> _What is expected_: In the entries below, some lines hold the string "Pomeria"; please say how many, giving the number and nothing else.
━━━
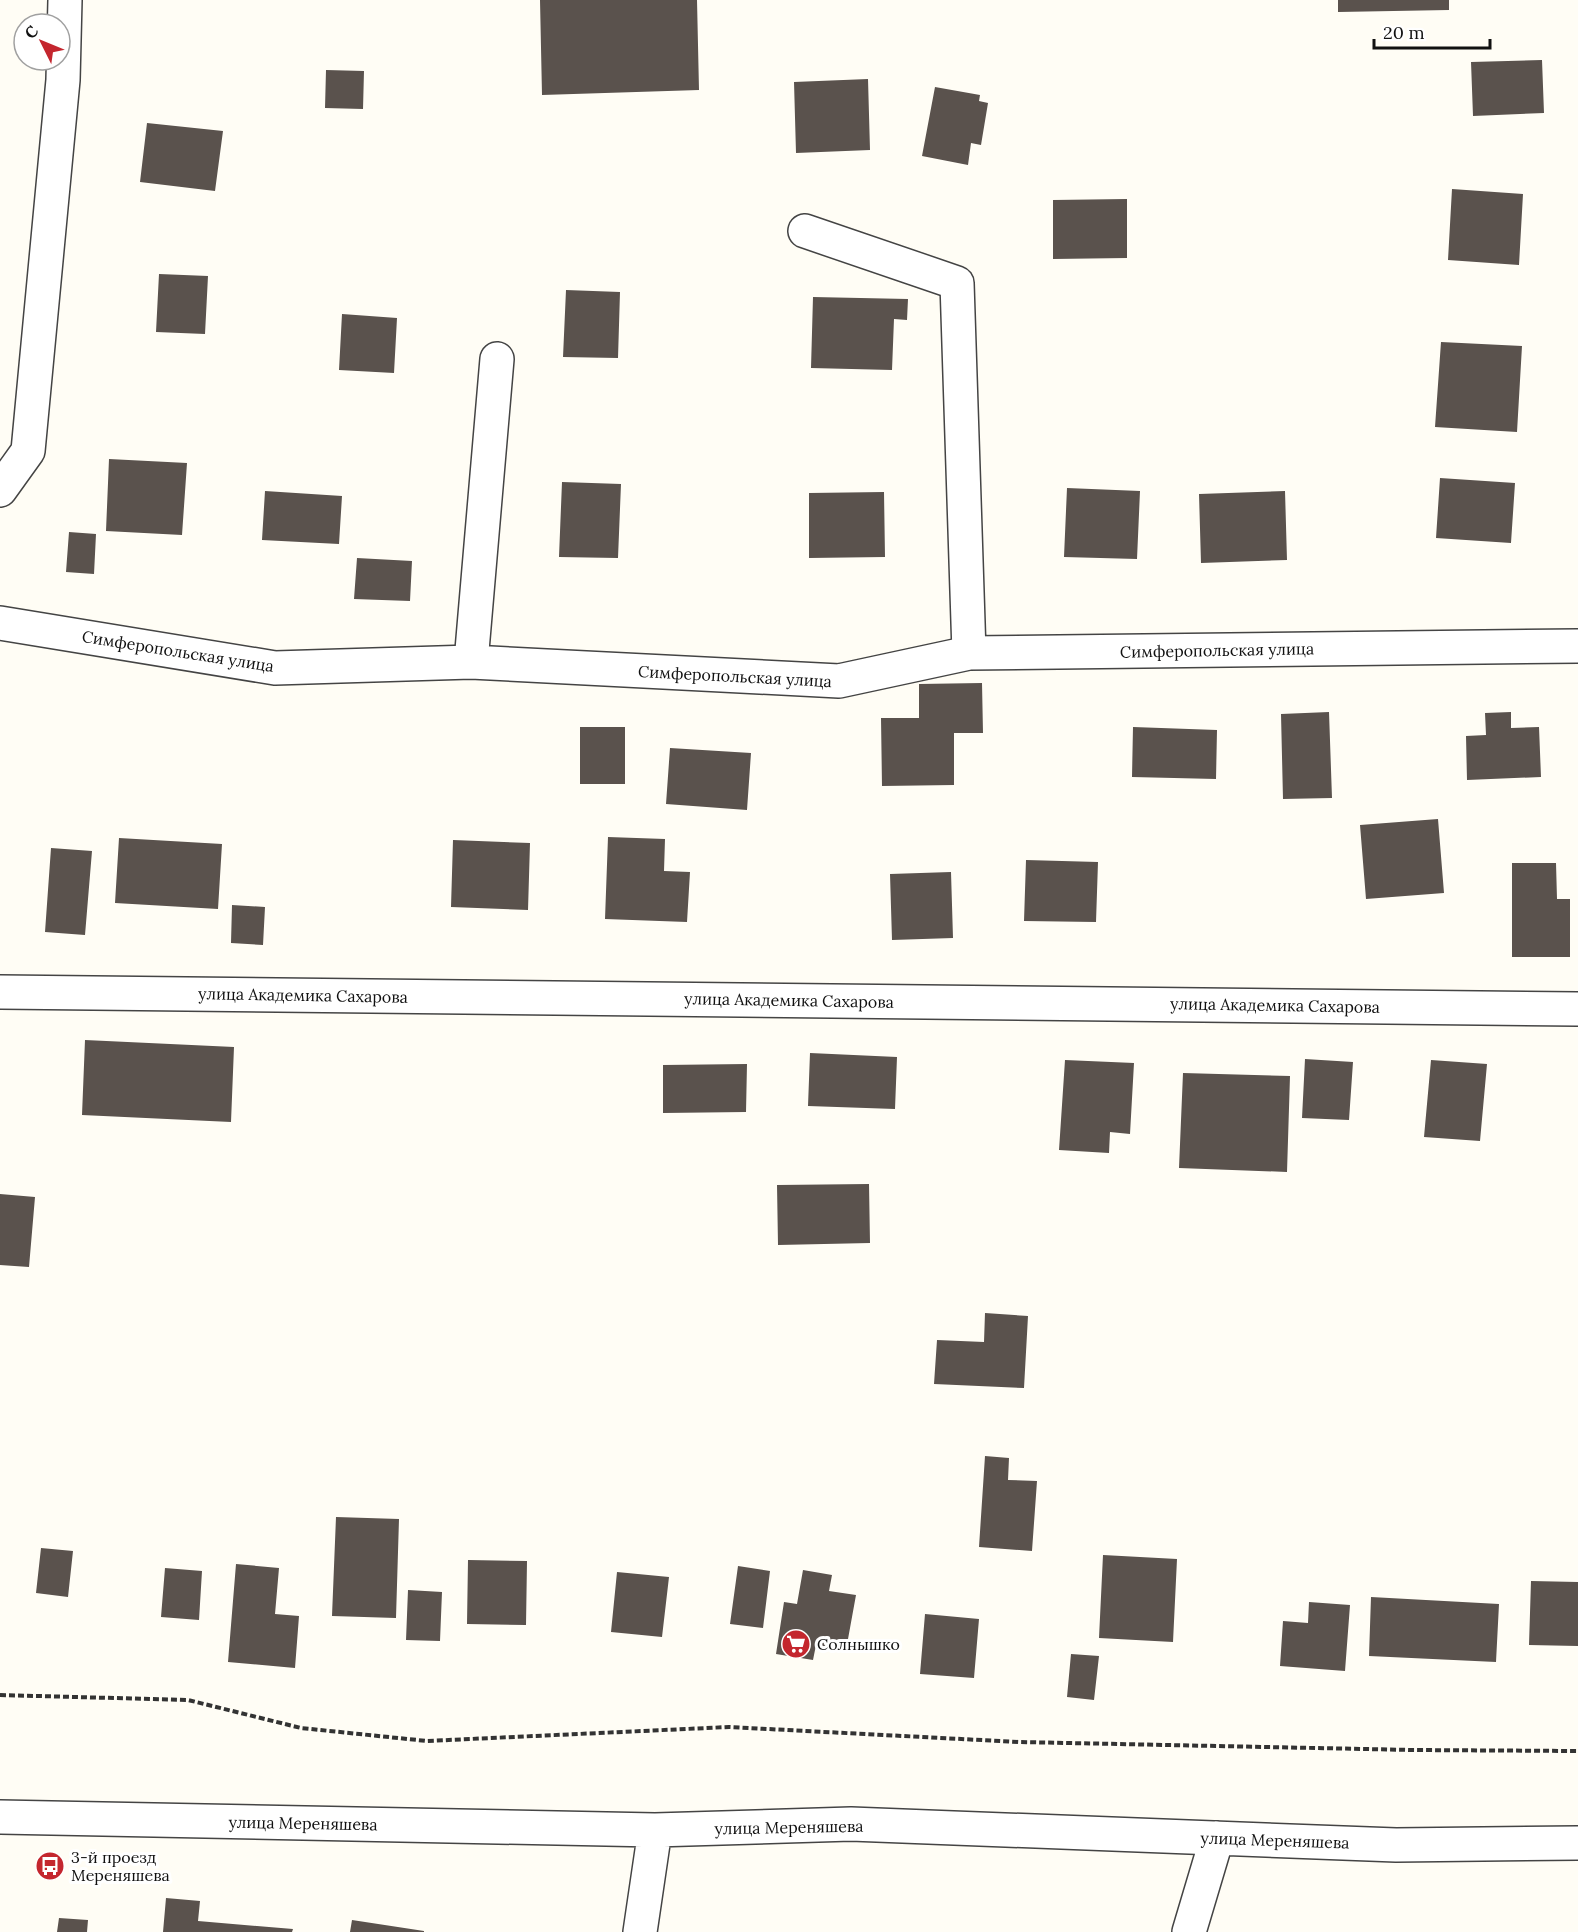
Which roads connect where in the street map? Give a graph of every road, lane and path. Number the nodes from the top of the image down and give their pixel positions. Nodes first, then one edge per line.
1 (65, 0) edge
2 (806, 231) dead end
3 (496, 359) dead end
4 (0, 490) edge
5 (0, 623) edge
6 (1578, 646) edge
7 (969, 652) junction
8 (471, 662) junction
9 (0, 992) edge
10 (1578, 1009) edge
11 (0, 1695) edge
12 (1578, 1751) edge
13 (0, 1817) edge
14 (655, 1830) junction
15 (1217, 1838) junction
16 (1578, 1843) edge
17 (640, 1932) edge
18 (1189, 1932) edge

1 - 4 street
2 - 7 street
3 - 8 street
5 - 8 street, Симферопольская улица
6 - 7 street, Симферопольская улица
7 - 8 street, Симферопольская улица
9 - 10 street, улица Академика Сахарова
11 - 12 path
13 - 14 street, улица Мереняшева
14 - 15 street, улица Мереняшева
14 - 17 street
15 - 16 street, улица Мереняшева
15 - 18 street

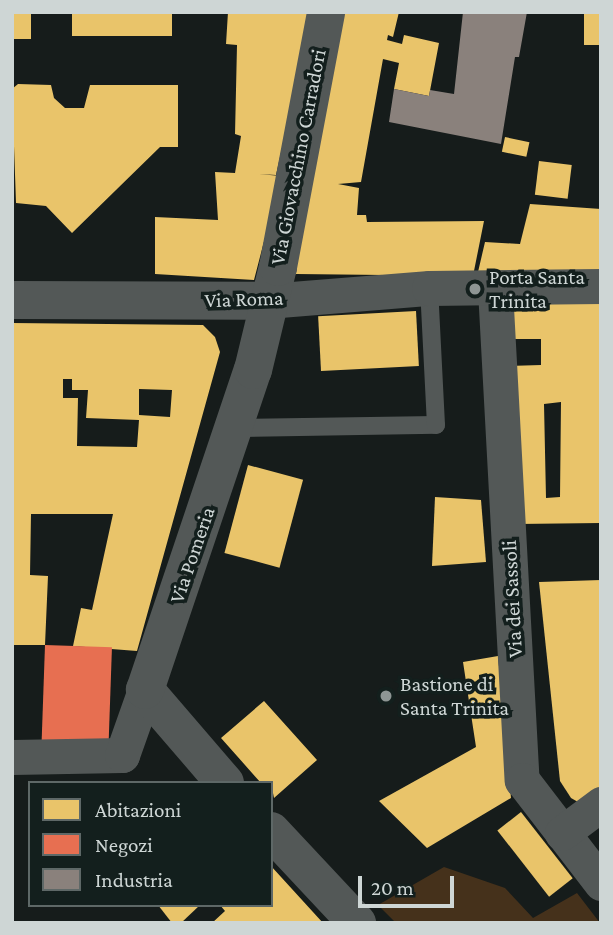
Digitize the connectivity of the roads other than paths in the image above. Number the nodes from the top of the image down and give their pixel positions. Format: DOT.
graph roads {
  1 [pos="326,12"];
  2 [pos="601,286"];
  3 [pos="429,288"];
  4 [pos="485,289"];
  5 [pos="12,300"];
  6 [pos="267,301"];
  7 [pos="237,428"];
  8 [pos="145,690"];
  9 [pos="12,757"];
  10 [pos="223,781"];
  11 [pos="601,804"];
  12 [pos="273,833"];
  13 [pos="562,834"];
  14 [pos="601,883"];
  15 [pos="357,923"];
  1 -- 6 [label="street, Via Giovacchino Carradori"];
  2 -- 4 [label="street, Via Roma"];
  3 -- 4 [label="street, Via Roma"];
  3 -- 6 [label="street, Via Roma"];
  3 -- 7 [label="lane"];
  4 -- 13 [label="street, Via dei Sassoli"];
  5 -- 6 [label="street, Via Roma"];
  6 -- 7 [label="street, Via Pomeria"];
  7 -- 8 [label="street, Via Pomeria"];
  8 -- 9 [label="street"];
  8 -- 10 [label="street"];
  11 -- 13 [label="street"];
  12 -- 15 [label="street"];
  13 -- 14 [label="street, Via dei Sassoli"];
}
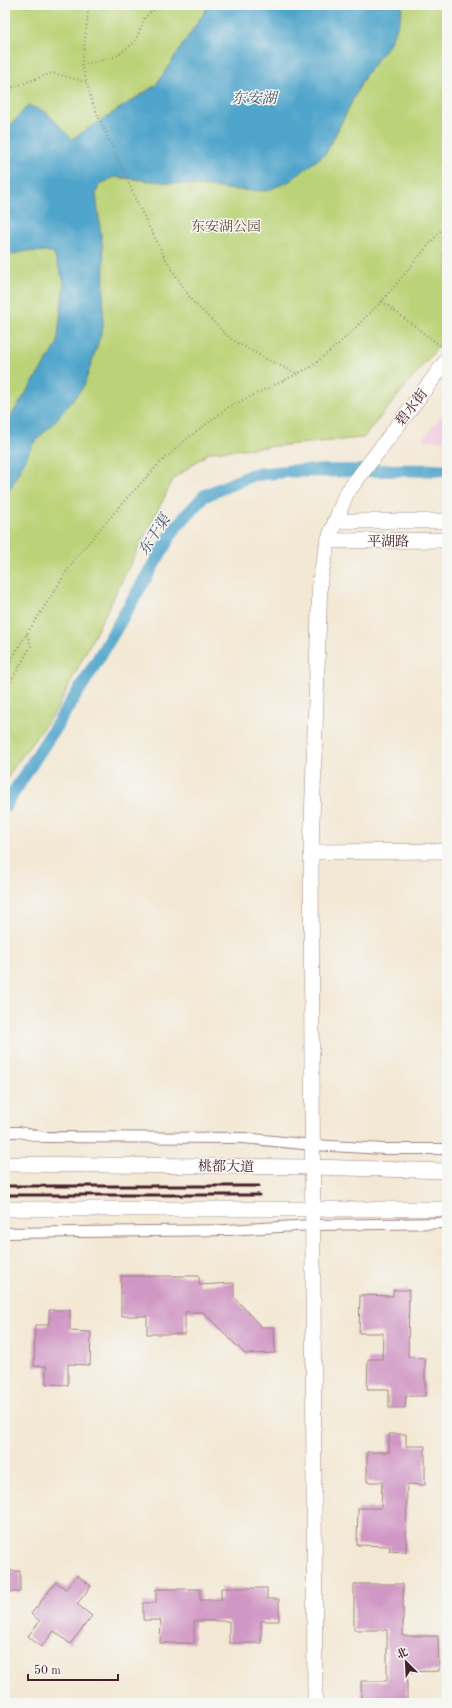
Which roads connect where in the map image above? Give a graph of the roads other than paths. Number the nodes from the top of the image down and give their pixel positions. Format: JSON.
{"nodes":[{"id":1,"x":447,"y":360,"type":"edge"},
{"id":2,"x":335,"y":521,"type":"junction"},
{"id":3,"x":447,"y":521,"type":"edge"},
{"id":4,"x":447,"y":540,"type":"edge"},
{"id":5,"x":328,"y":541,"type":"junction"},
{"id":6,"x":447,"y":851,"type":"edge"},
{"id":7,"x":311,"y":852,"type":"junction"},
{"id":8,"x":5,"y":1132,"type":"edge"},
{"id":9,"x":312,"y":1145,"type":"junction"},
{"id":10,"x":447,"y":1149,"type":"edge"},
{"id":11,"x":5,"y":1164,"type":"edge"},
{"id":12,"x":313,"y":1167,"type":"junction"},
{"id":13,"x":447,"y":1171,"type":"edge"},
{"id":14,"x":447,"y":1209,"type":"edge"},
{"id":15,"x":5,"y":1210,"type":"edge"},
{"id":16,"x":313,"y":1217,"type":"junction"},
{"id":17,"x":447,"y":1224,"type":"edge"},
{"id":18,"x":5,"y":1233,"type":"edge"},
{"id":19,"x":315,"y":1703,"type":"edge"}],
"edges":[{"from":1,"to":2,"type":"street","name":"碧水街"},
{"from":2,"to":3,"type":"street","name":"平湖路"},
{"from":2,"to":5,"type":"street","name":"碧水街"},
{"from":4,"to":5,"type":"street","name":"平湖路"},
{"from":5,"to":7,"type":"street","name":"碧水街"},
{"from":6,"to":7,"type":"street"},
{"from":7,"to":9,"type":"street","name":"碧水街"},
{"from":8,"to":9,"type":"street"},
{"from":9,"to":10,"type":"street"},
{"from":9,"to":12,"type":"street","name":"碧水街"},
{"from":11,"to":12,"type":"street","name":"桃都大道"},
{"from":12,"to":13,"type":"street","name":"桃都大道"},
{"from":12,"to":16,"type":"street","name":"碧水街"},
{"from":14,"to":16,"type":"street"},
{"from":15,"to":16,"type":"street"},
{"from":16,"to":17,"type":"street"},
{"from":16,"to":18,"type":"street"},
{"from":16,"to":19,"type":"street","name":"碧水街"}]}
━━━
> _Exercise output_: 2